Network Analysis of Freight Diversion and Capacity Issues in Tennessee
The objective of this task is to use the existing intermodal freight GIS network to perform freight diversion and capacity analysis in Tennessee. To date, the network has been populated with terminal delays, throughput times, volumes and risk-related attributes (population within 5 miles, crash and incident rates). All network links in Tennessee will be extracted and the following three analyses performed:
Truck alternate routes: analyze all interstate segments of Tennessee and determine the shortest detour length, parallel routes (if applicable) and identify truck issues with some of the detours (e.g., bridge weight limitations, bridge clearances, accident locations, etc.). Each interstate corridor will be profiled to highlight these issues.
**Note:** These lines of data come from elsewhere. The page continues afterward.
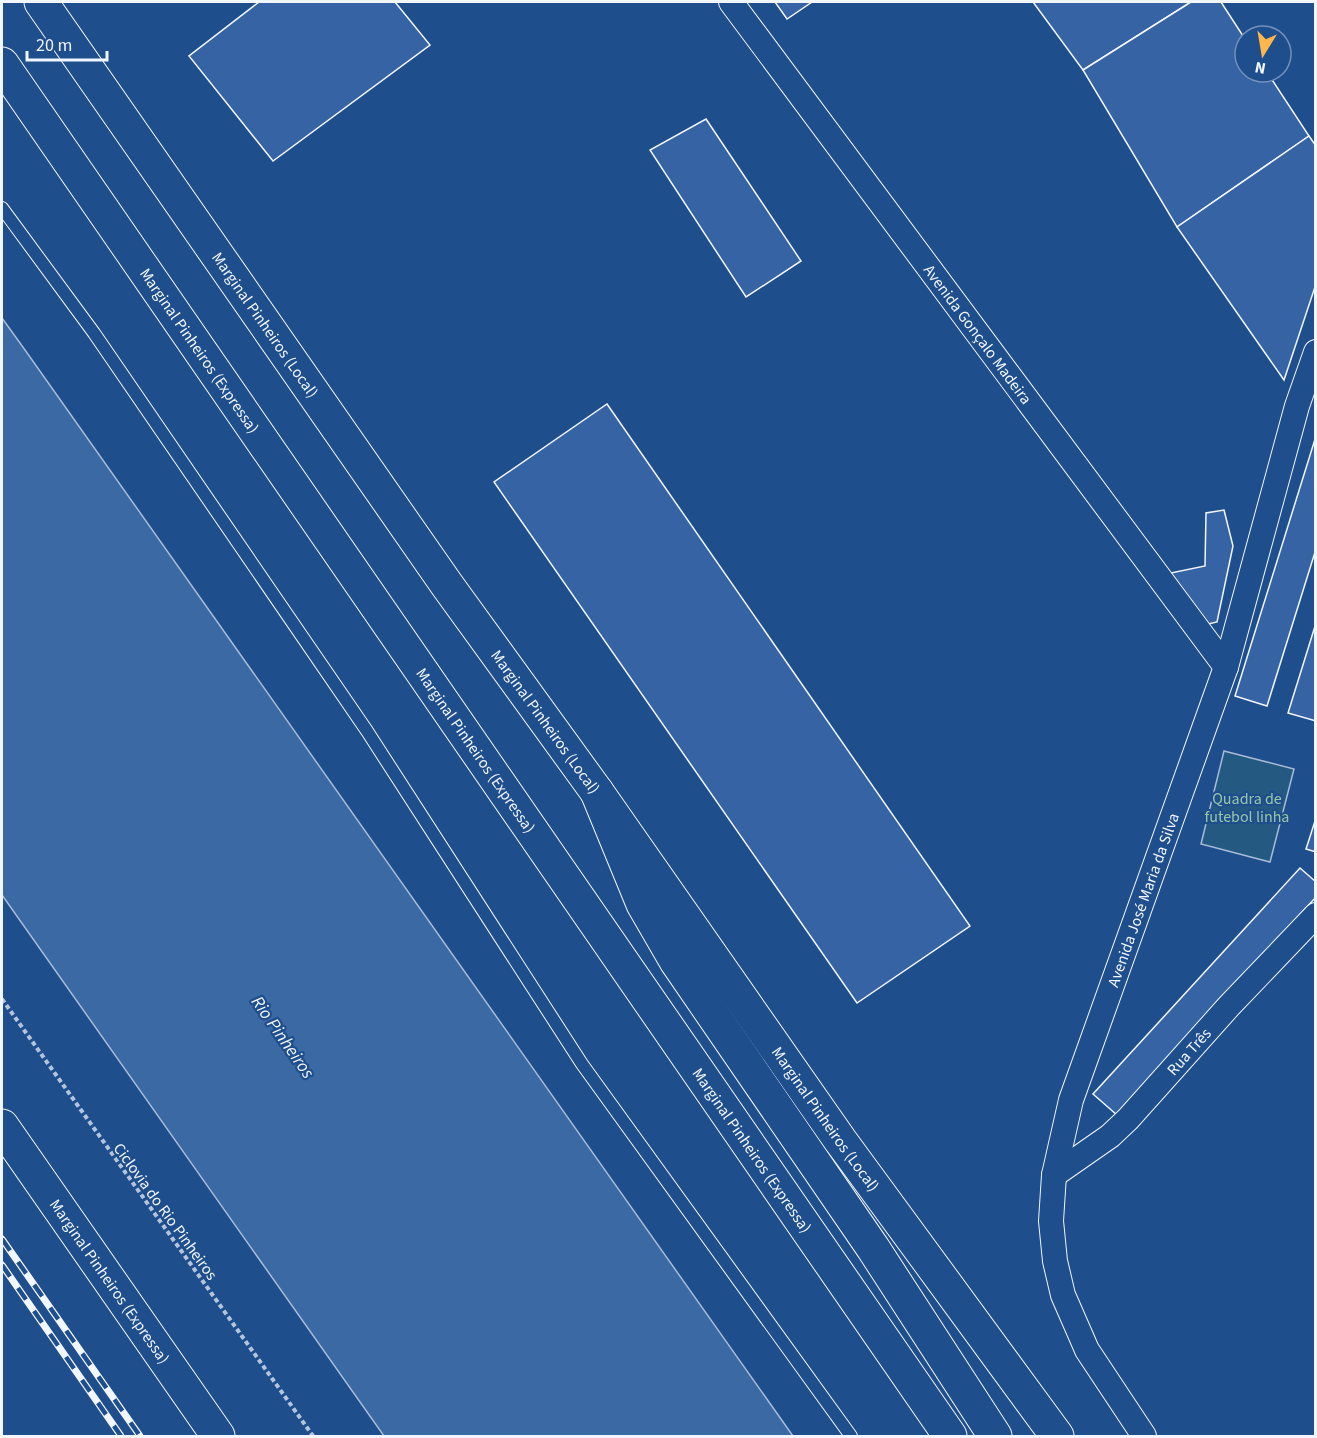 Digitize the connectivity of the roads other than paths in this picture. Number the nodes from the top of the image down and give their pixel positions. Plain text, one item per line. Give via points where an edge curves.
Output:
1 (41, 2) edge
2 (731, 2) edge
3 (2, 64) edge
4 (2, 208) edge
5 (1316, 352) edge
6 (1226, 667) junction
7 (597, 792) junction
8 (1316, 915) edge
9 (2, 1126) edge
10 (1054, 1175) junction
11 (218, 1437) edge
12 (851, 1437) edge
13 (950, 1437) edge
14 (995, 1437) edge
15 (1057, 1437) edge
16 (1144, 1437) edge

1 - 7 highway, Marginal Pinheiros (Local) via 440,575
2 - 6 street, Avenida Gonçalo Madeira
3 - 13 highway, Marginal Pinheiros (Expressa)
4 - 12 lane via 94,333 367,730 582,1064
5 - 6 street, Avenida José Maria da Silva via 1297,406
6 - 10 street, Avenida José Maria da Silva via 1071,1100
7 - 14 highway via 643,904 676,961 873,1248
7 - 15 highway, Marginal Pinheiros (Local) via 840,1140
8 - 10 street, Rua Três via 1128,1119
9 - 11 highway, Marginal Pinheiros (Expressa)
10 - 16 street, Avenida José Maria da Silva via 1051,1221 1063,1295 1087,1350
Network vulnerability: model the effects of a long-term infrastructure-disabling event (including bridge failure, rockslide, etc.) as well as deployment of new infrastructure (including bridges, terminals, rail lines and interstates) in Tennessee. This work will be performed using a series of case studies to illustrate how the network can assist in answering questions about scenarios such as adding capacity or evaluating options after a major event that disables a key piece of transportation infrastructure.
This will be a joint activity involving faculty and staff from the University of Memphis and Vanderbilt University. The analyses listed above will make extensive use of GIS, TDOT aerial photography, and TDOT databases (geometrics, traffic, accident and confidential rail waybill databases).